Quelles sanctions possibles à l’école maternelle et élémentaire ?

note documentaire, Bruno Robbes

Les sanctions proposées par le texte de référence

Pour les écoles maternelles et élémentaires, le texte de référence est la circulaire n° 91-124 du 6 juin 1991, « Directives générales pour l’établissement du règlement type départemental des écoles maternelles et élémentaires » (Chapitre 3. Vie scolaire). À partir de cette circulaire, un règlement type départemental est élaboré par chaque inspecteur d’académie.

Que dit ce texte ?

Il affirme tout d’abord le principe de l’interdit de violence - quelle qu’en soit la forme - de l’enseignant envers l’élève mais aussi de l’enseignant envers la famille de l’élève : «  le maître s’interdit tout comportement, geste ou parole qui traduirait indifférence ou mépris à l’égard de l’élève ou de sa famille, ou qui serait susceptible de blesser la sensibilité des enfants ».

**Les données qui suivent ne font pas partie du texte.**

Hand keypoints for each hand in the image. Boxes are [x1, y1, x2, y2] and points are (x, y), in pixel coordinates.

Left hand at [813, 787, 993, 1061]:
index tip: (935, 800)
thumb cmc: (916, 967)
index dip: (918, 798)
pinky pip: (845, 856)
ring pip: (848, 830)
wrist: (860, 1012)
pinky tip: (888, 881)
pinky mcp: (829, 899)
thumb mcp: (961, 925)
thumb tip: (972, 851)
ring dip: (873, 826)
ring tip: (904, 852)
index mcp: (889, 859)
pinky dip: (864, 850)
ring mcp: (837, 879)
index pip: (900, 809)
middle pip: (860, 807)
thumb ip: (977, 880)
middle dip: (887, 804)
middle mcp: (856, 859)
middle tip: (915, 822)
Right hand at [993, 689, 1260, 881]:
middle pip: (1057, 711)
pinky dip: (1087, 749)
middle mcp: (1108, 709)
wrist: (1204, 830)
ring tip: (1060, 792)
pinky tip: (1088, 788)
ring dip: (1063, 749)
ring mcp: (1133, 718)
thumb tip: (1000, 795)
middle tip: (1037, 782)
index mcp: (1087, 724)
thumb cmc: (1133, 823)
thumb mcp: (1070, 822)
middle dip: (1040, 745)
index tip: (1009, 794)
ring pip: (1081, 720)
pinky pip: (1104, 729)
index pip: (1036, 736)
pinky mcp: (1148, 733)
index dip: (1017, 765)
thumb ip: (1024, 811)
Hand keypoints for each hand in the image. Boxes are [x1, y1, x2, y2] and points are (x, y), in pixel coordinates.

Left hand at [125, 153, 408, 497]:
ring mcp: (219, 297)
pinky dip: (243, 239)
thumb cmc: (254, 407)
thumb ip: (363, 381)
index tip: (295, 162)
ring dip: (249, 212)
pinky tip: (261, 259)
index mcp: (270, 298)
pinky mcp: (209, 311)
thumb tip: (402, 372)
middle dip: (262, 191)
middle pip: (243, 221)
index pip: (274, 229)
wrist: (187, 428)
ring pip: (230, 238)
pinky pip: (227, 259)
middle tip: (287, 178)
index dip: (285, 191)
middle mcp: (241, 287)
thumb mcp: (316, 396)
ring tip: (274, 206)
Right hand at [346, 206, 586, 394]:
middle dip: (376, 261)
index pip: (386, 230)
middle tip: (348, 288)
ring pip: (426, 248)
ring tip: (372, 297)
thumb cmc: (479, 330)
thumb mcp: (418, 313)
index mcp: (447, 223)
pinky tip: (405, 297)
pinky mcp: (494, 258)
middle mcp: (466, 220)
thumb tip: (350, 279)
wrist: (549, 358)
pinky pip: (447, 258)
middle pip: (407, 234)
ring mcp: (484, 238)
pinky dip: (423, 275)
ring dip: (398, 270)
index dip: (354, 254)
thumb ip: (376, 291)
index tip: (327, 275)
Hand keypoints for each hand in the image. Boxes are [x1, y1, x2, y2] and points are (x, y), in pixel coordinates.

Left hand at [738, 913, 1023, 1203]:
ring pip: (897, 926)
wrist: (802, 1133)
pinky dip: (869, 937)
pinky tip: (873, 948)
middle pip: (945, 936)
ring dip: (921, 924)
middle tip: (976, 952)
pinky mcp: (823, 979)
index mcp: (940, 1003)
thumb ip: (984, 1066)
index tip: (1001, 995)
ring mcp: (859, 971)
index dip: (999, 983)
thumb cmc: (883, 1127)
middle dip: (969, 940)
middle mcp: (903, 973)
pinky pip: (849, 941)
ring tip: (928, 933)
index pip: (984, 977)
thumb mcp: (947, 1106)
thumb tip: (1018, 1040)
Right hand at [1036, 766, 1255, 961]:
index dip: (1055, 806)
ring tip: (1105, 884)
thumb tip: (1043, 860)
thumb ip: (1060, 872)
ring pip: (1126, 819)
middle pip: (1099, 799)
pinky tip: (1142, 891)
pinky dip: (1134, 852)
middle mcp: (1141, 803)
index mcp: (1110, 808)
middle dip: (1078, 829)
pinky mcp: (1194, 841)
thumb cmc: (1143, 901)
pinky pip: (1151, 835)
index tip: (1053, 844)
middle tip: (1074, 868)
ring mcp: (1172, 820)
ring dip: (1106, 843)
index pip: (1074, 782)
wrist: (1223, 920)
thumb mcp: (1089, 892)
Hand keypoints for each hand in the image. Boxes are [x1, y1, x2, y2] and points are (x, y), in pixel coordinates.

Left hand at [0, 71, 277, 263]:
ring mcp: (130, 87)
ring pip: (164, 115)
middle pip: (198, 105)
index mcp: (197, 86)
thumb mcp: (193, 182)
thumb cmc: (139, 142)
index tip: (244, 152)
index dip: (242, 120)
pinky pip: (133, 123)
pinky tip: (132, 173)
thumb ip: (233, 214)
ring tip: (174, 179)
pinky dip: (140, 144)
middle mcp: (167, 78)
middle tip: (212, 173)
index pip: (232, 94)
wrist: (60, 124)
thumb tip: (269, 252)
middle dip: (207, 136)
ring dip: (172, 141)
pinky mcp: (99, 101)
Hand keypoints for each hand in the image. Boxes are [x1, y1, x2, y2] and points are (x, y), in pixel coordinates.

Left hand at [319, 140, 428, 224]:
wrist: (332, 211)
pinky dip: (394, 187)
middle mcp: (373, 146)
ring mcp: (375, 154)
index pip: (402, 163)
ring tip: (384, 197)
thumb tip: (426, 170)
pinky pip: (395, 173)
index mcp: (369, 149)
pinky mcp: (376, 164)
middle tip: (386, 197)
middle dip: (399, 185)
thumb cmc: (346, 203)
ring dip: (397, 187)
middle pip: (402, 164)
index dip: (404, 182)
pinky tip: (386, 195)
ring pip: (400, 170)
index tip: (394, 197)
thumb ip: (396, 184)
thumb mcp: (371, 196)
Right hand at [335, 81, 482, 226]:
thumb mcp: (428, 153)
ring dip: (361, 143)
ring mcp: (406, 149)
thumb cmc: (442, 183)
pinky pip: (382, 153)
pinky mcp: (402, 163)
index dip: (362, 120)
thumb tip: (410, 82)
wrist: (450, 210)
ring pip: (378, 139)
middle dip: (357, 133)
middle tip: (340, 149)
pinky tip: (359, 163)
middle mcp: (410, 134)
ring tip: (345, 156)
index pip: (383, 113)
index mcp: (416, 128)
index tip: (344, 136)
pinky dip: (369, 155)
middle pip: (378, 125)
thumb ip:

L’interdit de violence s’applique - en réciprocité - aux actes susceptibles d’être commis à l’encontre de l’enseignant, par l’élève comme par sa famille : « de même les élèves, comme leurs familles, doivent s’interdire tout comportement, geste ou parole qui porterait atteinte à la fonction ou à la personne du maître et au respect dû à leurs camarades ou aux familles de ceux-ci ».

Il recommande également de prévoir dans le règlement intérieur « des mesures d’encouragement au travail et des récompenses ». Par extension et par analogie avec les établissements du second degré, il est souhaitable que les sanctions figurent par écrit dans le règlement intérieur, après discussion en conseil des maîtres et dans le respect de la présente circulaire. Le règlement intérieur est ensuite approuvé par le conseil d’école. Ainsi, les sanctions prises en fonction des infractions commises sont-elles clairement énoncées, prévisibles car connues de tous, non soumises à l’arbitraire de l’adulte.

Le texte explicite ensuite les sanctions qui ne sont pas autorisées.

À l’école maternelle, « aucune sanction ne peut être infligée ». L’isolement « pendant (un) temps très court » et sous surveillance est possible. Dans les cas les plus graves, comme pour l’école élémentaire, l’équipe éducative est convoquée. « Une décision de retrait provisoire de l’école peut être prise par le directeur, après un entretien avec les parents et en accord avec l’inspecteur de l’Éducation nationale ». L’objectif reste la « réinsertion dans le milieu scolaire ».

À l’école élémentaire également, les sanctions non autorisées sont précisées.
« Le maître ou l’équipe pédagogique de cycle doit obtenir de chaque élève un travail à la mesure de ses capacités ». Cela signifie que l’on ne peut pas sanctionner un élève pour un travail non fait parce qu’il est trop difficile pour lui. Dans ce cas, des mesures appropriées peuvent être prises (soutien individualisé, entraide en classe, groupes de niveau, réseau d’aides spécialisées, rencontre avec la famille, aide aux devoirs, centre médico psycho-pédagogique…).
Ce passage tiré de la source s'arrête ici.